In 1999 we were asked to do an exhibition at the De La Warr Pavilion in Bexhill. We loved the space with its lightness and breezes blowing in off the sea. We had been going to the circus a lot and wanted to make some sculptures that had something of  the movement, colour and excitement of the acts that we saw. We wanted the sculptures to work individually and as a whole and decided to paint the walls of the room pink as a background for the colours). This created some great colour combinations as you looked through the sculptures when walking around the space. We made some of the pieces able to move and sway in the breeze.


Our friend John Davies wrote this for the exhibition catalogue.

“Christopher Rutter and Evelyn Bennett make sculpture in co-operation – a double act, common in the world of entertainment; but not in the world of art. Eliminating the restrictions of a single obsessive ego they produce work out of a complimentary partnership of ideas and sensibilities.
They combine their different skills from the backgrounds of sculpture and design to create these playful euphoric sculptures where colour and form play equal roles, as in nature.
The spirit of the work is in cheerful opposition to the English character – here is the parrot not the sparrow.


There are acknowledged echoes of journeys in Africa, Spain and Mexico – painted houses, brightly coloured carvings, toys, sweets, pottery and textiles, budding plants, cacti, animal and marine forms and above all, the circus; all for our enjoyment and delight.

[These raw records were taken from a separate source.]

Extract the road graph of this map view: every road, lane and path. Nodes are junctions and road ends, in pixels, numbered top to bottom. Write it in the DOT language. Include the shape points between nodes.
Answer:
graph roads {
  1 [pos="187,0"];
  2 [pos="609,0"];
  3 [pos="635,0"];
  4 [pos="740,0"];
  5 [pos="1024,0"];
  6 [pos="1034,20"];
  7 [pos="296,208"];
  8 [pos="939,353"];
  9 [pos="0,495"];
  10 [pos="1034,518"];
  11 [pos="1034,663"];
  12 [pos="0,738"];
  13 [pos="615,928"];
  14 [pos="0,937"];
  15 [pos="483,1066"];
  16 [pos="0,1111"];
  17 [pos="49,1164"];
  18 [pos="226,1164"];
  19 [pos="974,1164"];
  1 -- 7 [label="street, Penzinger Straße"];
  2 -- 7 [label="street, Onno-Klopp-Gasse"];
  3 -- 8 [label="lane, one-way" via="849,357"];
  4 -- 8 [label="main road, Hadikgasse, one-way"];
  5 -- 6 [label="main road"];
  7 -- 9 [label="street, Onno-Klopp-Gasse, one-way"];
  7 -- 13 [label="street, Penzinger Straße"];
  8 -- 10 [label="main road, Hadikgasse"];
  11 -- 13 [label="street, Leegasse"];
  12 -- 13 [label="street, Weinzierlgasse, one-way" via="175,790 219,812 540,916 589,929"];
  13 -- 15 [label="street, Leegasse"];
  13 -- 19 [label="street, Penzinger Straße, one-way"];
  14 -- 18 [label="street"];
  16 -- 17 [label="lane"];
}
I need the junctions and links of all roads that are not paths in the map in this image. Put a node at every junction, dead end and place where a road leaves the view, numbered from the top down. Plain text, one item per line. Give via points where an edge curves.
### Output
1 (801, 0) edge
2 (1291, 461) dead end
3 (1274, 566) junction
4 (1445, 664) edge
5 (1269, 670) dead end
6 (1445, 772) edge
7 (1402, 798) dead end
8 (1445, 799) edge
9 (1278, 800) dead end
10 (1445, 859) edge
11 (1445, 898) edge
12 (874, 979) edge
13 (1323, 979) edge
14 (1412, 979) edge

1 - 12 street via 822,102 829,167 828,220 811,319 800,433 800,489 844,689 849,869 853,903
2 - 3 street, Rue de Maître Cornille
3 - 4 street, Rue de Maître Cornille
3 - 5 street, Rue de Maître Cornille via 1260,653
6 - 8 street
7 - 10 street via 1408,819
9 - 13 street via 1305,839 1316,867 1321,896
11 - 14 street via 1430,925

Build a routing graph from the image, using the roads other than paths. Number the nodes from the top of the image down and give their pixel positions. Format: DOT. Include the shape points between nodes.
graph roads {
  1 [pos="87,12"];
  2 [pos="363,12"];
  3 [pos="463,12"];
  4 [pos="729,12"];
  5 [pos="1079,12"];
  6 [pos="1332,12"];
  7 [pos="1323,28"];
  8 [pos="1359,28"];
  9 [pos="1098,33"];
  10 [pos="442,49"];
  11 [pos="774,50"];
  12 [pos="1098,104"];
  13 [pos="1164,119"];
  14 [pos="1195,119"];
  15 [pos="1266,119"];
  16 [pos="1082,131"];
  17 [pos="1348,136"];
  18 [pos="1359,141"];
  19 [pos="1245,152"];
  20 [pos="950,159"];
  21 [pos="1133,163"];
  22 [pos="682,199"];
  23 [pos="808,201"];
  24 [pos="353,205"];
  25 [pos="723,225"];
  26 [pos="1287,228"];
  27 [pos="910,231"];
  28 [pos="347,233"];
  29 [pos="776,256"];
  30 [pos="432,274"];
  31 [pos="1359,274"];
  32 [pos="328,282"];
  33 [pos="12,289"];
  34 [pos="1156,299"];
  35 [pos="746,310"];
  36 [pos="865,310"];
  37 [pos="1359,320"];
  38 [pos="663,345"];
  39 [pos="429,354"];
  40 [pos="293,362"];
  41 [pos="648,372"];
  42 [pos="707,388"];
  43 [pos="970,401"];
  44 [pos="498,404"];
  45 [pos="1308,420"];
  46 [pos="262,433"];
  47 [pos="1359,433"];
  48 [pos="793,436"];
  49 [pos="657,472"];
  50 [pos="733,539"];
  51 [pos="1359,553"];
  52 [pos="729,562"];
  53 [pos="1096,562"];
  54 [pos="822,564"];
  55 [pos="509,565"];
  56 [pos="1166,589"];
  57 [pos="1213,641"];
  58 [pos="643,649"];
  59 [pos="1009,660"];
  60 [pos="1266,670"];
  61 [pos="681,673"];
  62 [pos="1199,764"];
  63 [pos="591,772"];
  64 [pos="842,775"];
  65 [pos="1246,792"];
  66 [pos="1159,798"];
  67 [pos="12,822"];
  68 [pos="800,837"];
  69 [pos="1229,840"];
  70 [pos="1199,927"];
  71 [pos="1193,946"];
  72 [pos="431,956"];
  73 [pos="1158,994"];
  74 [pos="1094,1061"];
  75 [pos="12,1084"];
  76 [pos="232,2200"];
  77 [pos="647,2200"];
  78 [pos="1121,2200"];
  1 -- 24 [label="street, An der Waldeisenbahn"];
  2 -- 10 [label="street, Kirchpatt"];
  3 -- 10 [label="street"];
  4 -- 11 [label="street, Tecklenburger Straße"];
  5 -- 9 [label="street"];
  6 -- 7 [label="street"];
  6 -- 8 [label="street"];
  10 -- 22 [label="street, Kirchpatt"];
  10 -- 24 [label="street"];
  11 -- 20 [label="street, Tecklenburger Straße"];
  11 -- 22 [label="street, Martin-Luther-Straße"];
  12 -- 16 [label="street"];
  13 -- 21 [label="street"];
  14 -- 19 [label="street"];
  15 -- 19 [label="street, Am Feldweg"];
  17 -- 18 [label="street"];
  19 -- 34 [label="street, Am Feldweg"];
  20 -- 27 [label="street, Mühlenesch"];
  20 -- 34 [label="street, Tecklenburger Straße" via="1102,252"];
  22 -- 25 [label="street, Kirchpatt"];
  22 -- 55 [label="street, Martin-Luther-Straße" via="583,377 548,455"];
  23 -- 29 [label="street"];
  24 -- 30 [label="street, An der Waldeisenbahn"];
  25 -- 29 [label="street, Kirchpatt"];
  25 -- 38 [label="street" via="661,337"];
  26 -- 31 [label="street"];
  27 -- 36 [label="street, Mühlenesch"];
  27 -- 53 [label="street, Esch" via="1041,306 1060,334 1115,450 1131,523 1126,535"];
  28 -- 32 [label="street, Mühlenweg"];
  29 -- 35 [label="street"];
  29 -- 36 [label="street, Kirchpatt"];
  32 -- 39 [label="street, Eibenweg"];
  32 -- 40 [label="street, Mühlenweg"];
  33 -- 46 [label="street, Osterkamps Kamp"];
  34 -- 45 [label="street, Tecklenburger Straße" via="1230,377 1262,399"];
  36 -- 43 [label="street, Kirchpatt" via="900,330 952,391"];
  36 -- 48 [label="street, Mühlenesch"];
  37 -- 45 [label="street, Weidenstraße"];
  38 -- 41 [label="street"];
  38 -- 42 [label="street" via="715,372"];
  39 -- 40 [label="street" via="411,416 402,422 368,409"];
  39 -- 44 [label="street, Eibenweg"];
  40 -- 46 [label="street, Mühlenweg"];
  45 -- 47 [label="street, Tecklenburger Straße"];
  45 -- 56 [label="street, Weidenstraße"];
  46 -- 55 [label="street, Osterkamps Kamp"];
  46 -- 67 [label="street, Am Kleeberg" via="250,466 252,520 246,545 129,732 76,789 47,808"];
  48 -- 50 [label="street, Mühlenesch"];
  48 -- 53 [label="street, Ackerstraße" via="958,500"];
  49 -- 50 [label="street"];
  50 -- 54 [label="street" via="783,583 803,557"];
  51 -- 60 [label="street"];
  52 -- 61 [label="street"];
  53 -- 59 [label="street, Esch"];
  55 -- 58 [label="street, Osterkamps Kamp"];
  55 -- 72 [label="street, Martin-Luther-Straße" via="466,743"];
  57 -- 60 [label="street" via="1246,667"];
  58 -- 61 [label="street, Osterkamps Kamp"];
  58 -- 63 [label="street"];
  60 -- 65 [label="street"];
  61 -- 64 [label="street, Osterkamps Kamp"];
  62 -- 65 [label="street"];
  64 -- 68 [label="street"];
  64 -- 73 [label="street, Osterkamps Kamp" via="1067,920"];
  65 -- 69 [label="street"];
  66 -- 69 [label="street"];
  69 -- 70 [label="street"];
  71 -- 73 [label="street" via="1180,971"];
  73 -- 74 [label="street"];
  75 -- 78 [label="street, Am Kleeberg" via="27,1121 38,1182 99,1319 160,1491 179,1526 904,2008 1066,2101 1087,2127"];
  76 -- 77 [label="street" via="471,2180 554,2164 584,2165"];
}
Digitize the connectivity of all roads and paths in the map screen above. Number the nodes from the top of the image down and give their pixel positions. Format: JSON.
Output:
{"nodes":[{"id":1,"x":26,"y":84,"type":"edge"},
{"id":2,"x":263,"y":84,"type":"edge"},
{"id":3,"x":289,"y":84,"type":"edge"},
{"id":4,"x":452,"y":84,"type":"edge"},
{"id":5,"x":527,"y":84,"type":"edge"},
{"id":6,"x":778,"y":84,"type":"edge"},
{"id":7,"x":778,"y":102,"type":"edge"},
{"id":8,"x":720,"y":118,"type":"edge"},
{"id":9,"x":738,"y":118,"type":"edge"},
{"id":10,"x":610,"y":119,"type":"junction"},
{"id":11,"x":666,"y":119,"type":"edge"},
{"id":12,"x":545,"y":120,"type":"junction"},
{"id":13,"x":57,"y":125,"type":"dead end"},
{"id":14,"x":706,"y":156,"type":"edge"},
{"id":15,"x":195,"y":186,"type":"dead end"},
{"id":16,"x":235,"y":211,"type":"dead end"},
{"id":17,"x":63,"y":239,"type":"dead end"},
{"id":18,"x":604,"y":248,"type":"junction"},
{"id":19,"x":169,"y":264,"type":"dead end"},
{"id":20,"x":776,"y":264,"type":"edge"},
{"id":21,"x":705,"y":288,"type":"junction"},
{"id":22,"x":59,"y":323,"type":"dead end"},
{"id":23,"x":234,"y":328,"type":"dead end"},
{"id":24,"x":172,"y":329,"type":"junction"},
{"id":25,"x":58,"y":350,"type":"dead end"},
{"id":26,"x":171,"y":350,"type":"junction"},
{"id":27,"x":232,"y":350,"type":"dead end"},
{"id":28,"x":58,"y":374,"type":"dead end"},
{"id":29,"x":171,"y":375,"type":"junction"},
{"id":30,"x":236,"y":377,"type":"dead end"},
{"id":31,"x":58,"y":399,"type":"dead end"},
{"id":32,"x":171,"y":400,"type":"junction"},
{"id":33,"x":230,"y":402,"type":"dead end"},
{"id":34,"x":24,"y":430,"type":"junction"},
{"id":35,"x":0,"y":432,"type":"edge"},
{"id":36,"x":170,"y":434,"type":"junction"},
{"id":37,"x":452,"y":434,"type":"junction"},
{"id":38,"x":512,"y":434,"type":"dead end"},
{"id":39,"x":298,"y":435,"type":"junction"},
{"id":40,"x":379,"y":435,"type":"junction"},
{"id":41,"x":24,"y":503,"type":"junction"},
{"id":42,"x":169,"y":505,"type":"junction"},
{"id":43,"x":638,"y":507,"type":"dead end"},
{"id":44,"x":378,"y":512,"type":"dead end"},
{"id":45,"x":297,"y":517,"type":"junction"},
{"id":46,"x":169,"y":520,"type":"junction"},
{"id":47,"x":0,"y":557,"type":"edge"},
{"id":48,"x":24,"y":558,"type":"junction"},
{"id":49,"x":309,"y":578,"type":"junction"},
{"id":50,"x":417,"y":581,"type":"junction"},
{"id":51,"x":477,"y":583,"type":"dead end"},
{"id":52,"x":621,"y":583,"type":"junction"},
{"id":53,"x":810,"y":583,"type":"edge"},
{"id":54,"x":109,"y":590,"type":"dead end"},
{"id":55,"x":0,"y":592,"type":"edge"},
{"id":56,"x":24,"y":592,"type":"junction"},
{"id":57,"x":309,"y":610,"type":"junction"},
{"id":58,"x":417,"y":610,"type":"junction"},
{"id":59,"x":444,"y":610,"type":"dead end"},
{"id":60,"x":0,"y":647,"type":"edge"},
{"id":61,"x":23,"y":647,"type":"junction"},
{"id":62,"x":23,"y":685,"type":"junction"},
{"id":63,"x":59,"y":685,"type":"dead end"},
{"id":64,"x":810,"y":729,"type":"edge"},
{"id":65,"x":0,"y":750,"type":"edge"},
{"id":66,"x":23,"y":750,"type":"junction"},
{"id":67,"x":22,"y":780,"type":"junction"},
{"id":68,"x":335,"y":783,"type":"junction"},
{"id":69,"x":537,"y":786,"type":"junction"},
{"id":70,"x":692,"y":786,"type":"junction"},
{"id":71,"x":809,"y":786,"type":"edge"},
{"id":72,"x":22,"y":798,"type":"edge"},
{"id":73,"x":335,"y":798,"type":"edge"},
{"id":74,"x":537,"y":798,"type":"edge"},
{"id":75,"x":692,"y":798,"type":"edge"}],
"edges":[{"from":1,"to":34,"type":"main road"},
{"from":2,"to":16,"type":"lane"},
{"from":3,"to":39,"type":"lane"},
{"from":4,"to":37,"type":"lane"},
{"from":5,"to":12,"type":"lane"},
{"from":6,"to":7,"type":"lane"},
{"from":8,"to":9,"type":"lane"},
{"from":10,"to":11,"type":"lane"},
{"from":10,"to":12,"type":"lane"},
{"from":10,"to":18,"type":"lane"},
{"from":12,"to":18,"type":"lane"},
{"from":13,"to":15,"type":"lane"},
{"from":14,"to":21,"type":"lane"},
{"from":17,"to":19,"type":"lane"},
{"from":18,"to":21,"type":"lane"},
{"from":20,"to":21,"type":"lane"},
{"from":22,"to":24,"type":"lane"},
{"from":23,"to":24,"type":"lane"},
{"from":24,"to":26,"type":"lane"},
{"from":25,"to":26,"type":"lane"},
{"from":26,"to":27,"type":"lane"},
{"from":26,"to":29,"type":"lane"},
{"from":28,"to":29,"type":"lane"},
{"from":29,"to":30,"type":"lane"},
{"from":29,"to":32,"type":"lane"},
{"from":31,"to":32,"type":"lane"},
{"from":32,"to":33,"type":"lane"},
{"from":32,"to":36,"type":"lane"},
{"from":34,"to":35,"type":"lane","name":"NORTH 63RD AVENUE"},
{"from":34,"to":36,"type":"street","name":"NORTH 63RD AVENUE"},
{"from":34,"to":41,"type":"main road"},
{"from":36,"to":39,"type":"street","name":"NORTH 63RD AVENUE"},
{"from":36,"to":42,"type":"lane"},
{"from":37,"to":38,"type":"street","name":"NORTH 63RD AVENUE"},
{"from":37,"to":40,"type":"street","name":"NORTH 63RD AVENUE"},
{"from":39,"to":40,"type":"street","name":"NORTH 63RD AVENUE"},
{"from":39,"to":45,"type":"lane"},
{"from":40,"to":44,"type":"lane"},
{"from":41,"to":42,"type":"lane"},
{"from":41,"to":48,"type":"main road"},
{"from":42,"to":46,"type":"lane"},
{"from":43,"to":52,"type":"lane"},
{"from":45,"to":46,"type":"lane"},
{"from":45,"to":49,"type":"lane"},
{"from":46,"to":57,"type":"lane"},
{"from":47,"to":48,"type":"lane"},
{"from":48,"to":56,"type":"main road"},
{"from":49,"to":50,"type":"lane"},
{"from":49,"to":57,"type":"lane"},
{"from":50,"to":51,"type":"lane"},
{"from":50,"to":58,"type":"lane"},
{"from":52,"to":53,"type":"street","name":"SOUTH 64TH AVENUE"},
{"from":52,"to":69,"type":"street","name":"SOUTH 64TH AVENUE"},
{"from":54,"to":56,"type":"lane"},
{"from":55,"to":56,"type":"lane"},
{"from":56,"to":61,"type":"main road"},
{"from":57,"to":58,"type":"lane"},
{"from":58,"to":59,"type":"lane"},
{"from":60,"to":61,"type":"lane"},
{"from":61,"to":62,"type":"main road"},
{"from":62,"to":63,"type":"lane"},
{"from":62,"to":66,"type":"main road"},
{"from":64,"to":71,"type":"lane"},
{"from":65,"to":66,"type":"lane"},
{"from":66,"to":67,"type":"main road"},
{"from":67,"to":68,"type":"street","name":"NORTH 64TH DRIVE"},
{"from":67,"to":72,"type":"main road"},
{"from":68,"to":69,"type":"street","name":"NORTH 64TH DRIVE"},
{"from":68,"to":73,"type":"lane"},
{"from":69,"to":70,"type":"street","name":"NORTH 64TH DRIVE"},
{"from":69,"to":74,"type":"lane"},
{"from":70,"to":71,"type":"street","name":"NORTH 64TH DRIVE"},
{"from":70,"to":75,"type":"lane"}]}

The circus has caught many artists in its spell from Degas to Calder. The risk, colour, suspense and sheer theatricality attracted even D. H. Lawrence from sombre Eastwood, Nottinghamshire and later Mexico.
Here are some extracts from his poem ‘When I went to the Circus’–

‘The tight rope lady, pink and blond and nude looking,
with a few gold spangles …’

‘The trapeze man, slim and beautiful like a fish in the air
swung great curves through the upper space, and came down
like a star…’

‘The elephants, huge and grey, loomed their curved bulk
through the dusk
And sat up, taking strange postures, showing the pink soles
of their feet
And curling their precious live trunks like ammonites…’


The use of colour and form together is a neglected area for sculptors. Such colours as used in these works are unusual and vibrant – particularly noticeable in a Britain whose colours are mostly those of the grubby pigeon and when it is fashionable to wear black and muted colours.
Our attitude to colour is still Victorian and reserved, we are afraid of its sensuality.
The brightest colours are those red post boxes against green fields. The red bus on a grey street, the pink of a colour-washed cottage. We British keep the brightest colours fenced in our gardens.

Big Top

Experiencing the work one wonders why our buildings aren’t coloured to combat the rain soaked concrete hues favoured by our architects. Colour and decoration and sculpture are absent on buildings and in our cities where they are most needed to compensate for the lack of nature. We have long winters and grey streets – colour and sculpture could be let loose.

The artists have created, for this most English of resorts, a colourful exotic ‘garden of delights’ which also contains the shapes and feel of the circus. Here we can find the juggler, unicyclist, tight rope walker, and vibrant colours used lavishly and joyfully. Here the parrot to confronts the sparrow, the Mediterranean meets the English Channel.

Christopher Rutter and Evelyn Bennett have brought their circus to your town.”